Why Twizel? One of our number had suggested Lake Ohau but the lodge couldn’t accommodate us all and Twizel was close.

As the date approached some dropped out and we ended up with the five of us who had flatted together (three hes and two shes) plus three wives, one husband, another friend from Dunedin student days and three children (offspring of one of the former flatmates).

The flatmates and spice have kept in semi-regular contact over the years but most of us hadn’t seen the friend since the weeding of one of our number 32 years ago. That didn’t matter, as we reminisced, laughed, caught up on who’d done what and laughed lots more.

Waking to a cloudless blue sky yesterday we agreed that an expedition to Mount Cook was called for.

Those with little people walked up the Hooker Valley while the rest of us climbed up to the Red Tarns.

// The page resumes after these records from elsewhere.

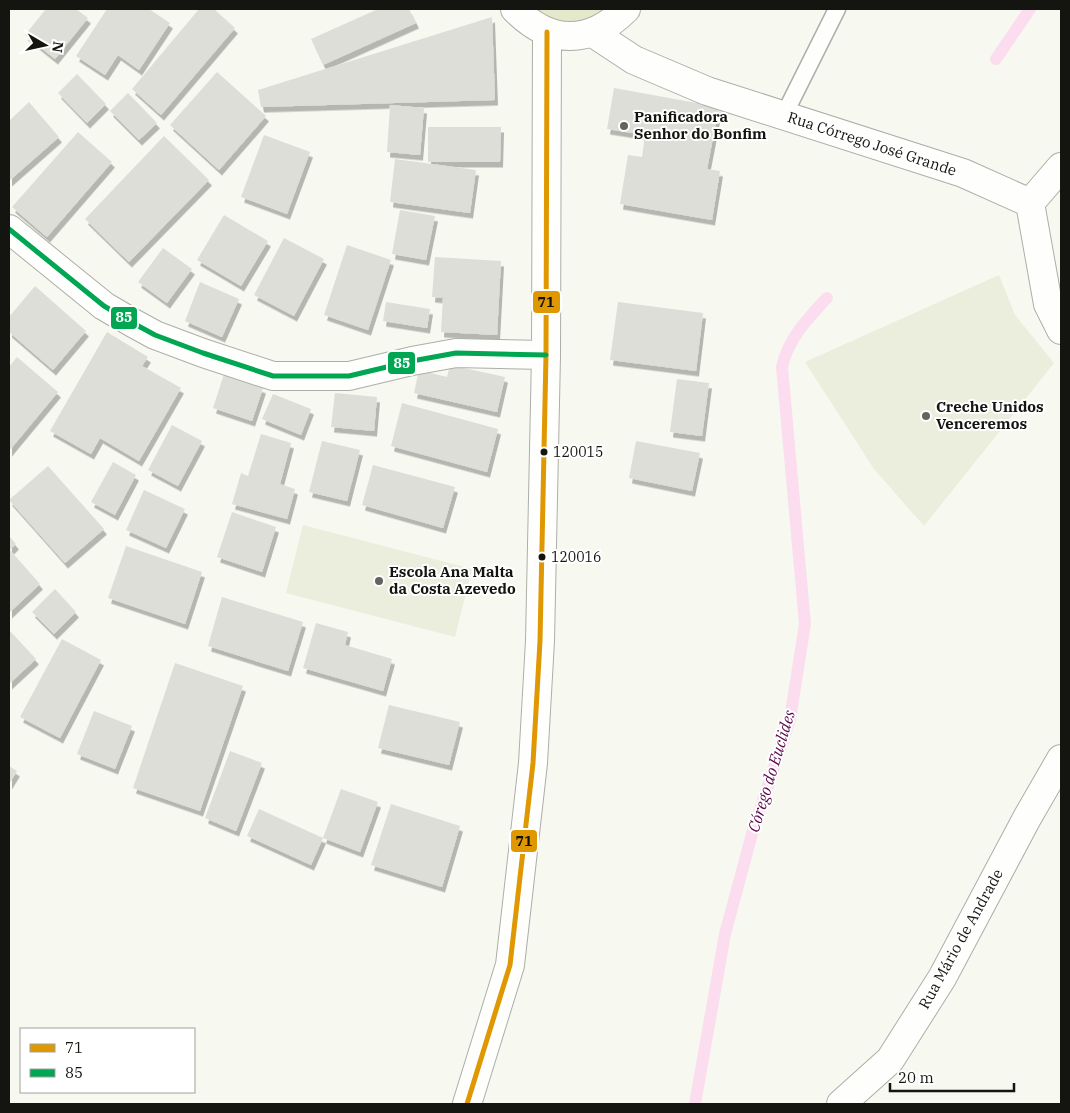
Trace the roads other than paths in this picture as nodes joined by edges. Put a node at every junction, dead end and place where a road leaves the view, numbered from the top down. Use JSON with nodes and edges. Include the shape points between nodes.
{"nodes":[{"id":1,"x":515,"y":9,"type":"edge"},
{"id":2,"x":626,"y":9,"type":"edge"},
{"id":3,"x":837,"y":9,"type":"edge"},
{"id":4,"x":547,"y":32,"type":"junction"},
{"id":5,"x":593,"y":33,"type":"junction"},
{"id":6,"x":784,"y":115,"type":"junction"},
{"id":7,"x":1061,"y":167,"type":"edge"},
{"id":8,"x":1030,"y":203,"type":"junction"},
{"id":9,"x":9,"y":229,"type":"edge"},
{"id":10,"x":1061,"y":330,"type":"edge"},
{"id":11,"x":546,"y":355,"type":"junction"},
{"id":12,"x":1061,"y":758,"type":"edge"},
{"id":13,"x":467,"y":1104,"type":"edge"},
{"id":14,"x":842,"y":1104,"type":"edge"}],
"edges":[{"from":1,"to":4,"type":"street","via":[[528,22]]},
{"from":2,"to":5,"type":"street","via":[[613,22]]},
{"from":3,"to":6,"type":"lane"},
{"from":4,"to":5,"type":"street","via":[[570,37]]},
{"from":4,"to":11,"type":"street"},
{"from":5,"to":6,"type":"street","name":"Rua Córrego José Grande","via":[[634,60],[671,77],[707,92]]},
{"from":6,"to":8,"type":"street","name":"Rua Córrego José Grande","via":[[963,173]]},
{"from":7,"to":8,"type":"street"},
{"from":8,"to":10,"type":"street","via":[[1048,304]]},
{"from":9,"to":11,"type":"street","via":[[104,306],[133,324],[171,341],[273,376],[349,376],[456,353]]},
{"from":11,"to":13,"type":"street","via":[[540,641],[528,816],[510,965]]},
{"from":12,"to":14,"type":"street","name":"Rua Mário de Andrade","via":[[942,978],[890,1060]]}]}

They’re about 300 metres up via about 1,000 steps which some managed more easily than others, however the view once there was worth it.

red-tarns

mt-cook

We regrouped for lunch after which the parents and little people returned to Twizel to play, four others took a helicopter flight while the rest of us walked up the Hooker Valley (in the hope my theory that if you’ve gone up and down steep hills, a walk over flattish territory keeps you from getting stiff would work, and it did).

This morning we had a long leisurely breakfast before three headed north, five headed south and the other five of us took the long way home via Lake Ohau and the Temple Valley.

temple

Now I’m home again, reflecting on the blessing of friendships which endure, nature’s beauty and the opportunity to explore it with very few other people and oh how I’m grateful for all of that.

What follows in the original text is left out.